(Stored items)
-.-.-
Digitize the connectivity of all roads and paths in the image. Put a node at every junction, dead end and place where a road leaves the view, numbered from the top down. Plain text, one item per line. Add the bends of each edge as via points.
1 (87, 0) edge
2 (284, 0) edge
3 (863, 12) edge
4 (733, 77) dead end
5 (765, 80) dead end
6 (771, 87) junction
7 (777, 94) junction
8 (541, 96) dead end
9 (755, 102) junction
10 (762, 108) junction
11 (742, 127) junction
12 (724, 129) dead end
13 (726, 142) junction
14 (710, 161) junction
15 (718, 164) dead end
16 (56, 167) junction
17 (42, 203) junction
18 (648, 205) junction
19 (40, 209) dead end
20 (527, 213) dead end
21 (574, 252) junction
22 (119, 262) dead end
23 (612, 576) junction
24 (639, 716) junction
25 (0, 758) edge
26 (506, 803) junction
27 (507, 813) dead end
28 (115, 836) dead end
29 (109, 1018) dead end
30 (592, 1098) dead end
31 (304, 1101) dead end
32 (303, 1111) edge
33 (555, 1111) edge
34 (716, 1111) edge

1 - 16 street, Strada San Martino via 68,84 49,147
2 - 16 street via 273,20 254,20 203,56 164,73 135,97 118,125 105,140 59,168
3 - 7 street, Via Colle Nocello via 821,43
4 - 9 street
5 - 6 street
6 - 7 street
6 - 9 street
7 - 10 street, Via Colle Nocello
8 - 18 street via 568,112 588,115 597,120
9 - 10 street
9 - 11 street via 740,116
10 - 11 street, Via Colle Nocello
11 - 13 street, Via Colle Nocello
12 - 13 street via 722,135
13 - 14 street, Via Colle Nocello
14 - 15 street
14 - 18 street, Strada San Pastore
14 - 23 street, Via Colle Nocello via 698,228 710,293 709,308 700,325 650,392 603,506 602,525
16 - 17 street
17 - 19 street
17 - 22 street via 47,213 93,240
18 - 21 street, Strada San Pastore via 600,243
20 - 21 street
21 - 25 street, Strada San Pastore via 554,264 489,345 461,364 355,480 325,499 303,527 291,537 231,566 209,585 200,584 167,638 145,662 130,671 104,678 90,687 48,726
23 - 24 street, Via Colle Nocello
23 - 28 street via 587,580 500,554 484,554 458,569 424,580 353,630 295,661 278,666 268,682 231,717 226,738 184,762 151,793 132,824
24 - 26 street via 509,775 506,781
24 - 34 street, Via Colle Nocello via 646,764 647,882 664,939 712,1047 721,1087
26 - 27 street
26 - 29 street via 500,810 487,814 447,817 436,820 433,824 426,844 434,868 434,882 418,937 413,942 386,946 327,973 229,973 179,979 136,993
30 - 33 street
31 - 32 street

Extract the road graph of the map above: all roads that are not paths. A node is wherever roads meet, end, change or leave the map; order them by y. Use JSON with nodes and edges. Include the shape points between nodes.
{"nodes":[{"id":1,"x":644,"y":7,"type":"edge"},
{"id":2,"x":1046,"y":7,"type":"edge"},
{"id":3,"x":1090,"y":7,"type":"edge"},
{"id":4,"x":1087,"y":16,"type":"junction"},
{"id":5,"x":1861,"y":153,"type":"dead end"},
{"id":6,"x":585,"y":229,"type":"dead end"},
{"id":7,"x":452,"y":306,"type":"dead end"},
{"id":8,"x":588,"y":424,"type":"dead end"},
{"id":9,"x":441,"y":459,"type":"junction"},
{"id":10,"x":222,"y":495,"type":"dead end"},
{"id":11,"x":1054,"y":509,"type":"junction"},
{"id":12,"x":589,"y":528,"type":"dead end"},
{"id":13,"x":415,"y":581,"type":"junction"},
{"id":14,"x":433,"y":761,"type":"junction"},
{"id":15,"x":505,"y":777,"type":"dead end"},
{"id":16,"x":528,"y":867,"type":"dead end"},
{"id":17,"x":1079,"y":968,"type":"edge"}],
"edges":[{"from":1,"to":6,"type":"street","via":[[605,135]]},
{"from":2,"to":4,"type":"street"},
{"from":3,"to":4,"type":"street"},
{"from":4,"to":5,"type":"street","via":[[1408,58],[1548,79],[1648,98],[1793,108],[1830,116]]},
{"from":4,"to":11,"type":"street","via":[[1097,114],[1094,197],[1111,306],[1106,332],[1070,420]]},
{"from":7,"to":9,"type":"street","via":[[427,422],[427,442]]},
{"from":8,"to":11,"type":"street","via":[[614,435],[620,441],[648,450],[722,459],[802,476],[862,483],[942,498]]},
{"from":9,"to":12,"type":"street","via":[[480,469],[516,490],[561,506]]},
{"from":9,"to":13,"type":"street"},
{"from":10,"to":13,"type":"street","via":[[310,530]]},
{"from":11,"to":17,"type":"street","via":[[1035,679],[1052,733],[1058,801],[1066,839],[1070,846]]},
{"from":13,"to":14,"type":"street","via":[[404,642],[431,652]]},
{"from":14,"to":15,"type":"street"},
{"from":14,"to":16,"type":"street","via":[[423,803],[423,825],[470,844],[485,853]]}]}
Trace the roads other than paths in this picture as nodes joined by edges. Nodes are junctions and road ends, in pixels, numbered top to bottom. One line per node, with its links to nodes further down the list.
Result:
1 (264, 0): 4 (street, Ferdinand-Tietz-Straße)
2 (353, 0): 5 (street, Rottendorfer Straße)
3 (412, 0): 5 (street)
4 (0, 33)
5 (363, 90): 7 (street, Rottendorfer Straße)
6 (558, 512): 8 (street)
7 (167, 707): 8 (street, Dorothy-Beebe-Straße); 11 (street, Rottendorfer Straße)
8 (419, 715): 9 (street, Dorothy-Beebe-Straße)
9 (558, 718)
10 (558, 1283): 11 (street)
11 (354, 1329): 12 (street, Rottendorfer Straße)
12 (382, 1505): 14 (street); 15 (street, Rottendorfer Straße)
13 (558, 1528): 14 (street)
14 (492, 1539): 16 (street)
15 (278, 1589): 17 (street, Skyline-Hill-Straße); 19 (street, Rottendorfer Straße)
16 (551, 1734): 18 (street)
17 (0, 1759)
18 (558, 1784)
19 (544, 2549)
-.-.-
→ **Exercise aim**
Repeat every entry exactly, please.

→ **Answer to this problem**
Digitize the connectivity of all roads and paths in the image. Put a node at every junction, dead end and place where a road leaves the view, numbered from the top down. Plain text, one item per line. Add the bends of each edge as via points.
1 (87, 0) edge
2 (284, 0) edge
3 (863, 12) edge
4 (733, 77) dead end
5 (765, 80) dead end
6 (771, 87) junction
7 (777, 94) junction
8 (541, 96) dead end
9 (755, 102) junction
10 (762, 108) junction
11 (742, 127) junction
12 (724, 129) dead end
13 (726, 142) junction
14 (710, 161) junction
15 (718, 164) dead end
16 (56, 167) junction
17 (42, 203) junction
18 (648, 205) junction
19 (40, 209) dead end
20 (527, 213) dead end
21 (574, 252) junction
22 (119, 262) dead end
23 (612, 576) junction
24 (639, 716) junction
25 (0, 758) edge
26 (506, 803) junction
27 (507, 813) dead end
28 (115, 836) dead end
29 (109, 1018) dead end
30 (592, 1098) dead end
31 (304, 1101) dead end
32 (303, 1111) edge
33 (555, 1111) edge
34 (716, 1111) edge

1 - 16 street, Strada San Martino via 68,84 49,147
2 - 16 street via 273,20 254,20 203,56 164,73 135,97 118,125 105,140 59,168
3 - 7 street, Via Colle Nocello via 821,43
4 - 9 street
5 - 6 street
6 - 7 street
6 - 9 street
7 - 10 street, Via Colle Nocello
8 - 18 street via 568,112 588,115 597,120
9 - 10 street
9 - 11 street via 740,116
10 - 11 street, Via Colle Nocello
11 - 13 street, Via Colle Nocello
12 - 13 street via 722,135
13 - 14 street, Via Colle Nocello
14 - 15 street
14 - 18 street, Strada San Pastore
14 - 23 street, Via Colle Nocello via 698,228 710,293 709,308 700,325 650,392 603,506 602,525
16 - 17 street
17 - 19 street
17 - 22 street via 47,213 93,240
18 - 21 street, Strada San Pastore via 600,243
20 - 21 street
21 - 25 street, Strada San Pastore via 554,264 489,345 461,364 355,480 325,499 303,527 291,537 231,566 209,585 200,584 167,638 145,662 130,671 104,678 90,687 48,726
23 - 24 street, Via Colle Nocello
23 - 28 street via 587,580 500,554 484,554 458,569 424,580 353,630 295,661 278,666 268,682 231,717 226,738 184,762 151,793 132,824
24 - 26 street via 509,775 506,781
24 - 34 street, Via Colle Nocello via 646,764 647,882 664,939 712,1047 721,1087
26 - 27 street
26 - 29 street via 500,810 487,814 447,817 436,820 433,824 426,844 434,868 434,882 418,937 413,942 386,946 327,973 229,973 179,979 136,993
30 - 33 street
31 - 32 street

Extract the road graph of the map above: all roads that are not paths. A node is wherever roads meet, end, change or leave the map; order them by y. Use JSON with nodes and edges. Include the shape points between nodes.
{"nodes":[{"id":1,"x":644,"y":7,"type":"edge"},
{"id":2,"x":1046,"y":7,"type":"edge"},
{"id":3,"x":1090,"y":7,"type":"edge"},
{"id":4,"x":1087,"y":16,"type":"junction"},
{"id":5,"x":1861,"y":153,"type":"dead end"},
{"id":6,"x":585,"y":229,"type":"dead end"},
{"id":7,"x":452,"y":306,"type":"dead end"},
{"id":8,"x":588,"y":424,"type":"dead end"},
{"id":9,"x":441,"y":459,"type":"junction"},
{"id":10,"x":222,"y":495,"type":"dead end"},
{"id":11,"x":1054,"y":509,"type":"junction"},
{"id":12,"x":589,"y":528,"type":"dead end"},
{"id":13,"x":415,"y":581,"type":"junction"},
{"id":14,"x":433,"y":761,"type":"junction"},
{"id":15,"x":505,"y":777,"type":"dead end"},
{"id":16,"x":528,"y":867,"type":"dead end"},
{"id":17,"x":1079,"y":968,"type":"edge"}],
"edges":[{"from":1,"to":6,"type":"street","via":[[605,135]]},
{"from":2,"to":4,"type":"street"},
{"from":3,"to":4,"type":"street"},
{"from":4,"to":5,"type":"street","via":[[1408,58],[1548,79],[1648,98],[1793,108],[1830,116]]},
{"from":4,"to":11,"type":"street","via":[[1097,114],[1094,197],[1111,306],[1106,332],[1070,420]]},
{"from":7,"to":9,"type":"street","via":[[427,422],[427,442]]},
{"from":8,"to":11,"type":"street","via":[[614,435],[620,441],[648,450],[722,459],[802,476],[862,483],[942,498]]},
{"from":9,"to":12,"type":"street","via":[[480,469],[516,490],[561,506]]},
{"from":9,"to":13,"type":"street"},
{"from":10,"to":13,"type":"street","via":[[310,530]]},
{"from":11,"to":17,"type":"street","via":[[1035,679],[1052,733],[1058,801],[1066,839],[1070,846]]},
{"from":13,"to":14,"type":"street","via":[[404,642],[431,652]]},
{"from":14,"to":15,"type":"street"},
{"from":14,"to":16,"type":"street","via":[[423,803],[423,825],[470,844],[485,853]]}]}
Trace the roads other than paths in this picture as nodes joined by edges. Nodes are junctions and road ends, in pixels, numbered top to bottom. One line per node, with its links to nodes further down the list.
Result:
1 (264, 0): 4 (street, Ferdinand-Tietz-Straße)
2 (353, 0): 5 (street, Rottendorfer Straße)
3 (412, 0): 5 (street)
4 (0, 33)
5 (363, 90): 7 (street, Rottendorfer Straße)
6 (558, 512): 8 (street)
7 (167, 707): 8 (street, Dorothy-Beebe-Straße); 11 (street, Rottendorfer Straße)
8 (419, 715): 9 (street, Dorothy-Beebe-Straße)
9 (558, 718)
10 (558, 1283): 11 (street)
11 (354, 1329): 12 (street, Rottendorfer Straße)
12 (382, 1505): 14 (street); 15 (street, Rottendorfer Straße)
13 (558, 1528): 14 (street)
14 (492, 1539): 16 (street)
15 (278, 1589): 17 (street, Skyline-Hill-Straße); 19 (street, Rottendorfer Straße)
16 (551, 1734): 18 (street)
17 (0, 1759)
18 (558, 1784)
19 (544, 2549)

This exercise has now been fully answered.